15 Mart 2015 Pazar

modern zamanlar

Modern Zamanlar - Charlie Chaplin
Modern zamanlarda yaşayan insanların en büyük problemlerinden birisi yaşadıkları şeylerle, yaşamak istedikleri şeyler arasındaki uçurum.

Hayatın içinde, telaşenin koşturmacanın harala gürelesinde kimileri bu bahsettiğim duyguyu net olarak ifade etmese ya da edemese de çoğumuzun yaşadığı durum bu.

Bize sunulanlar ve yapmamız için verilen işlerin kurgusu ile olan ilişkimiz o kadar mekanik ve standart ki bu standardizasyonun içerisinde yaptığımız işe yabancılaşmamız an meselesi.

Dolayısıyla da bir süre sonra zamanında kalbimizi yerinden çıkartırcasına çarpmasına neden olan, istediğimiz ya da hayalini kurduğumuz şeylere yabancılaşmamız ise peşi sıra gerçekleşiyor. Tüm bu olup bitenleri fark etmek ve değiştirmek ise ya zaman alıyor ya da bir noktadan sonra umursanmıyor.

İşte bahsettiğim bu noktaya zaman zaman takılır, efkarlanır ya da kendimce bir çözüm bulmaya çalışırım.

Tam bu düşünceler içerisindeyken karşımıza şöyle bir video çıktı. Yazıya devam etmeden önce lütfen videoya bir göz atın.

                                   
Yukarıda derdi davasını anlatan ve buna kafa patlatan bir insanın kısa, öz ve sade anlatımı ile karşılaşacaksınız.

Kendini ne kadar güzel ifade etmiş öyle değil mi?

Şimdi bir dakika arkanıza yaslanın ve kendinizi düşünün ...

Yukarıda Çağrı Çankaya'nın kurduğu cümlelerdeki reklamcılık ile olan kısımların yerine kendi işinizi koyun. Konuşmayı tekrar dinlediğiniz de konuşmanın akışının hiç  bozulmadığını, aslında farklı sektörlerde olunsa dahi benzer sorunlarla içiçe yaşanıldığını görmek pek de güç değil ( sektöre bağlı kısmi özel açıklamalar getireceğiniz durumlar dışında ).

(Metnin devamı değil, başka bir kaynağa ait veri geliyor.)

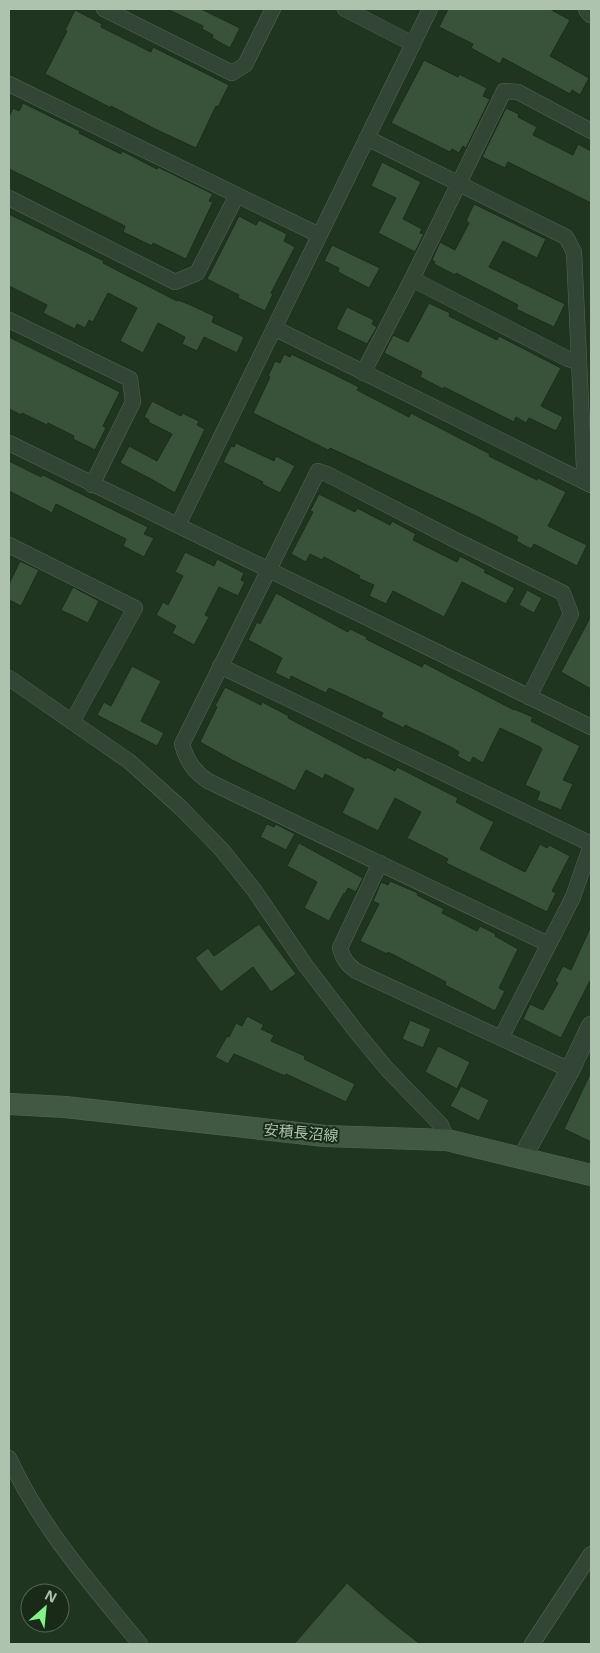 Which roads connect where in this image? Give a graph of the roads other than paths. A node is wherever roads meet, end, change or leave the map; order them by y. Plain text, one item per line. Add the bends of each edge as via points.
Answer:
1 (104, 9) edge
2 (273, 9) edge
3 (345, 9) edge
4 (430, 9) edge
5 (588, 9) edge
6 (591, 13) edge
7 (413, 44) junction
8 (9, 84) edge
9 (591, 131) edge
10 (367, 138) junction
11 (459, 184) junction
12 (237, 195) junction
13 (9, 198) edge
14 (319, 235) junction
15 (412, 280) junction
16 (9, 320) edge
17 (274, 328) junction
18 (579, 362) junction
19 (363, 373) junction
20 (9, 443) edge
21 (586, 482) edge
22 (92, 485) junction
23 (178, 525) junction
24 (9, 544) edge
25 (268, 570) junction
26 (220, 666) junction
27 (9, 678) edge
28 (529, 697) junction
29 (72, 722) junction
30 (591, 727) edge
31 (591, 844) edge
32 (380, 863) junction
33 (548, 944) junction
34 (591, 1026) edge
35 (500, 1038) junction
36 (570, 1070) junction
37 (9, 1104) edge
38 (447, 1140) junction
39 (522, 1158) junction
40 (591, 1175) edge
41 (9, 1458) edge
42 (591, 1554) edge
43 (140, 1644) edge
44 (532, 1644) edge

1 - 2 street via 232,72 245,66
3 - 7 street
4 - 7 street
5 - 6 street
7 - 10 street
8 - 12 street
9 - 11 street via 518,92 504,91
10 - 11 street
10 - 14 street
11 - 15 street
11 - 18 street via 566,237 574,252
12 - 13 street via 197,273 176,282
12 - 14 street
14 - 17 street
15 - 18 street
15 - 19 street
16 - 22 street via 130,379 133,402
17 - 19 street
17 - 23 street
18 - 21 street
19 - 21 street
20 - 22 street
22 - 23 street
23 - 25 street
24 - 29 street via 135,608
25 - 26 street
25 - 28 street
25 - 28 street via 318,472 327,474 563,593 571,614
26 - 31 street
26 - 32 street via 182,744 194,770 208,781
27 - 29 street
28 - 30 street
29 - 38 street via 136,766 222,850 358,1034 441,1125
31 - 33 street via 573,897
32 - 33 street
32 - 35 street via 340,948 342,957 356,971
33 - 35 street
34 - 36 street
35 - 36 street
36 - 39 street
37 - 38 main road, 安積長沼線 via 325,1136
38 - 39 main road, 安積長沼線
39 - 40 main road, 安積長沼線
41 - 43 street via 36,1510 59,1544
42 - 44 street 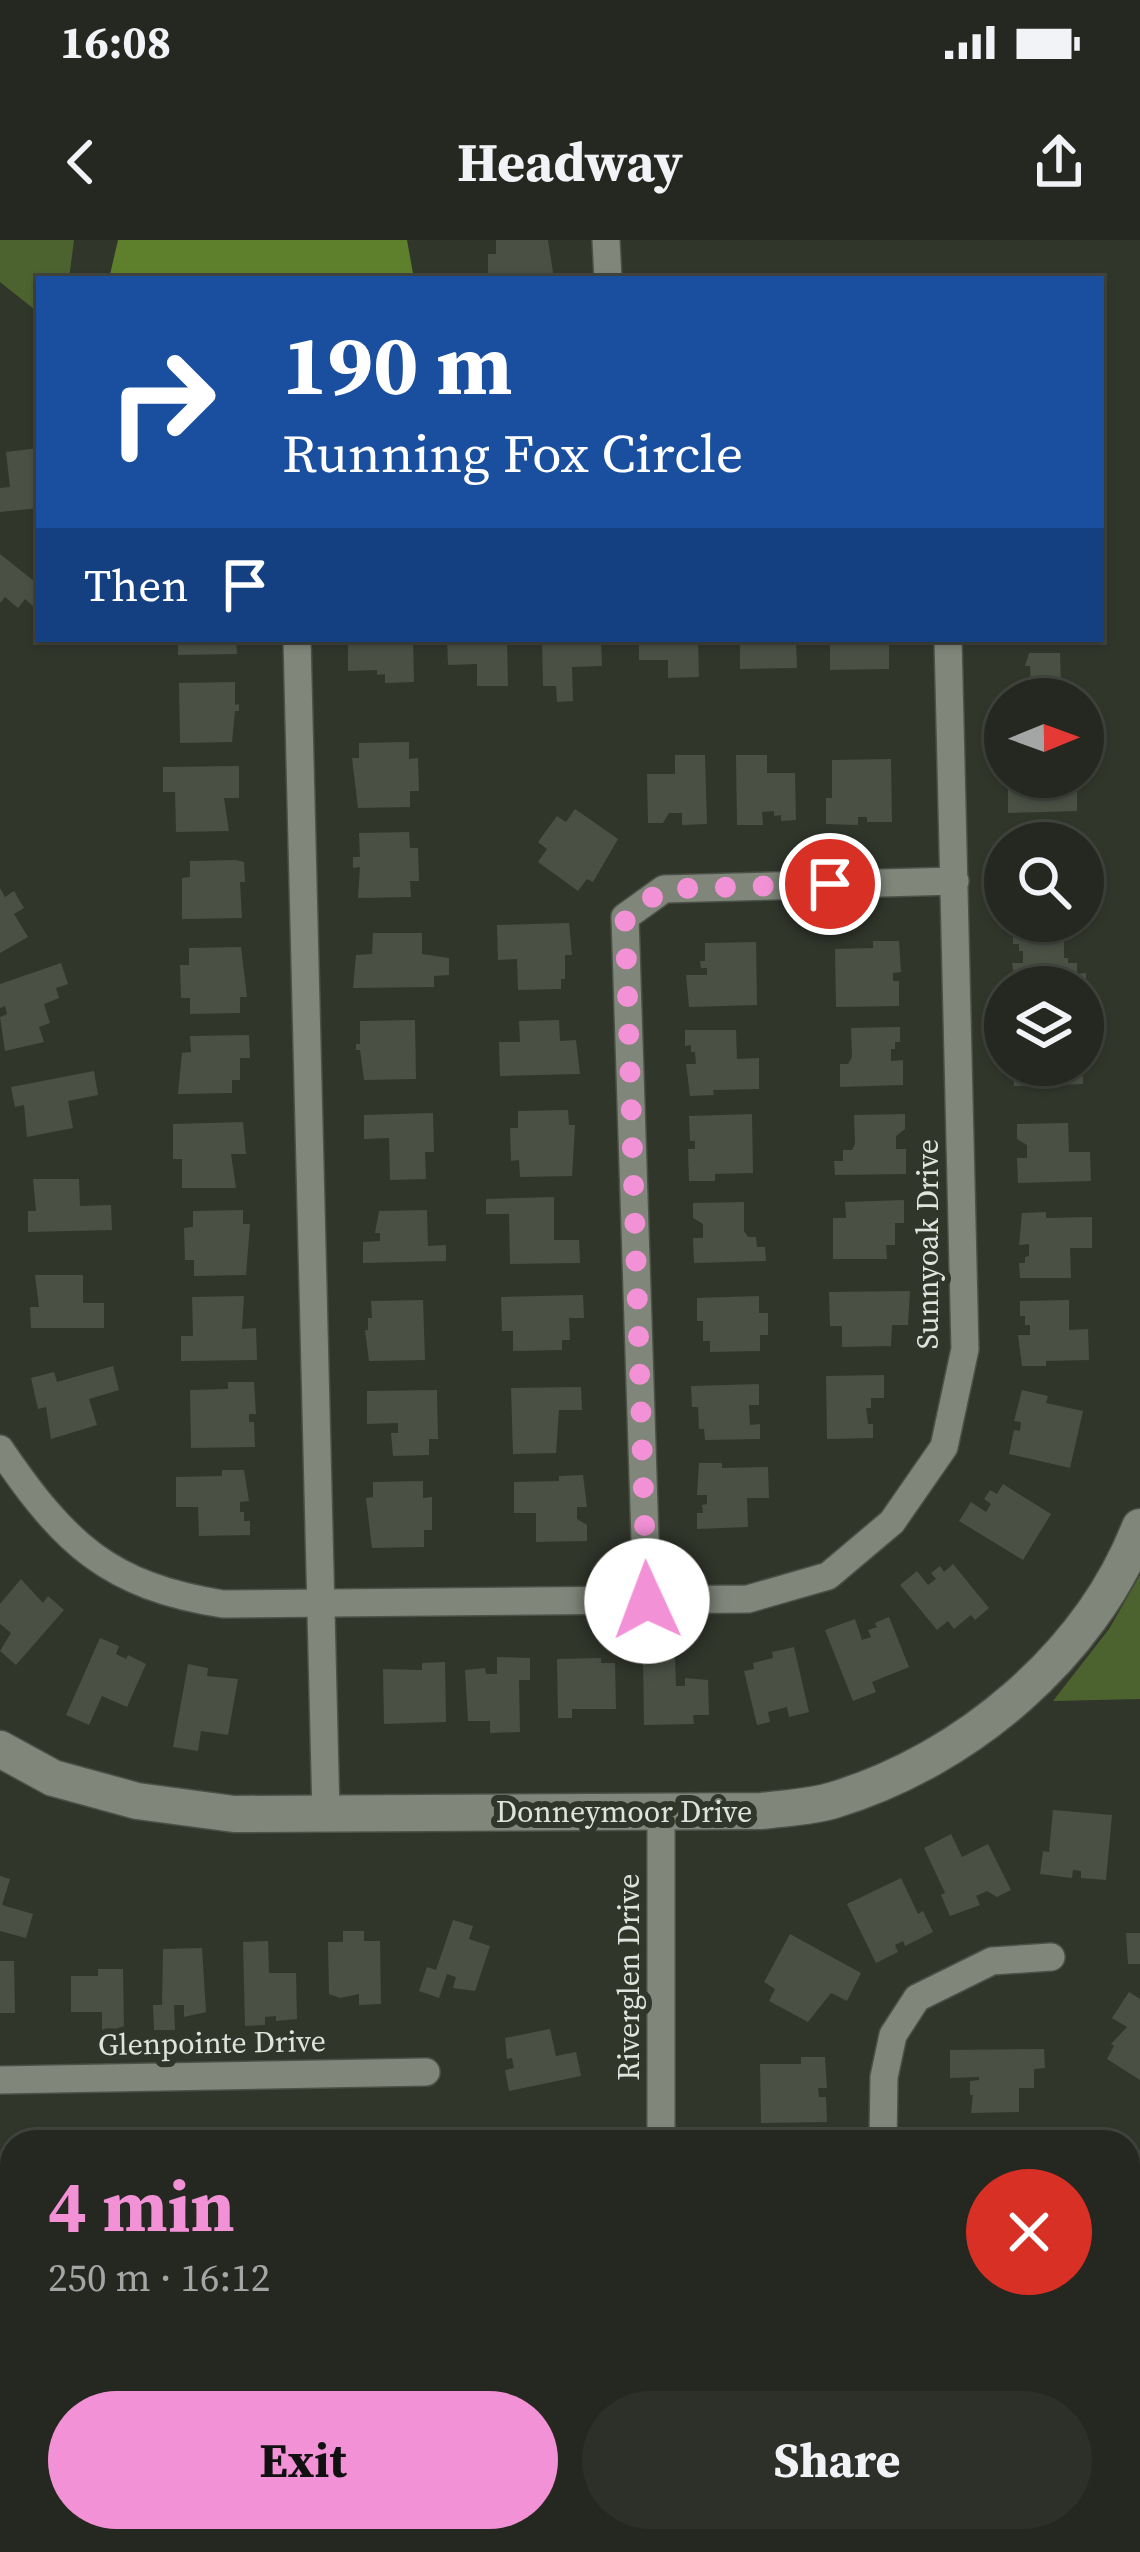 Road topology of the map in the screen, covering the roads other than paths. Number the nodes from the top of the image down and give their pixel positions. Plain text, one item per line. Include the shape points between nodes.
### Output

Zaman zaman yukarıdaki adamın anlattığı çelişkileri ve iç kargaşaları kafamda ben de su yüzüne çıkartıyorum.

Şu ana kadar bu sorunsal için ne yapmalı ne etmeliye dair özgün bir cevap oluşturamadım maalesef.

Gerçekleştirebilir miyim, şartlar beni ne yöne götürmeye çalışır ve ben ne yaparım bilemiyorum, ancak benzer bir çözüm yolunu denemek konusunda benzer hisdaşlıklarım var.

Belki ben de ülke ülke gezip patolog olarak bir yerlerde çalışıp birşeyler yapmalıyım.

Bu konudaki araştırmalarımı yaşadığım atakların sıklığına bağlı olarak devam ettiriyorum. Şu ana kadar ki araştırmalarımdan ilginç bilgilere de ulaştım.  "Sınır tanımayan Patologlar Organizasyonu"  veya " Patologi oltre frontiera " bunlardan bazıları ...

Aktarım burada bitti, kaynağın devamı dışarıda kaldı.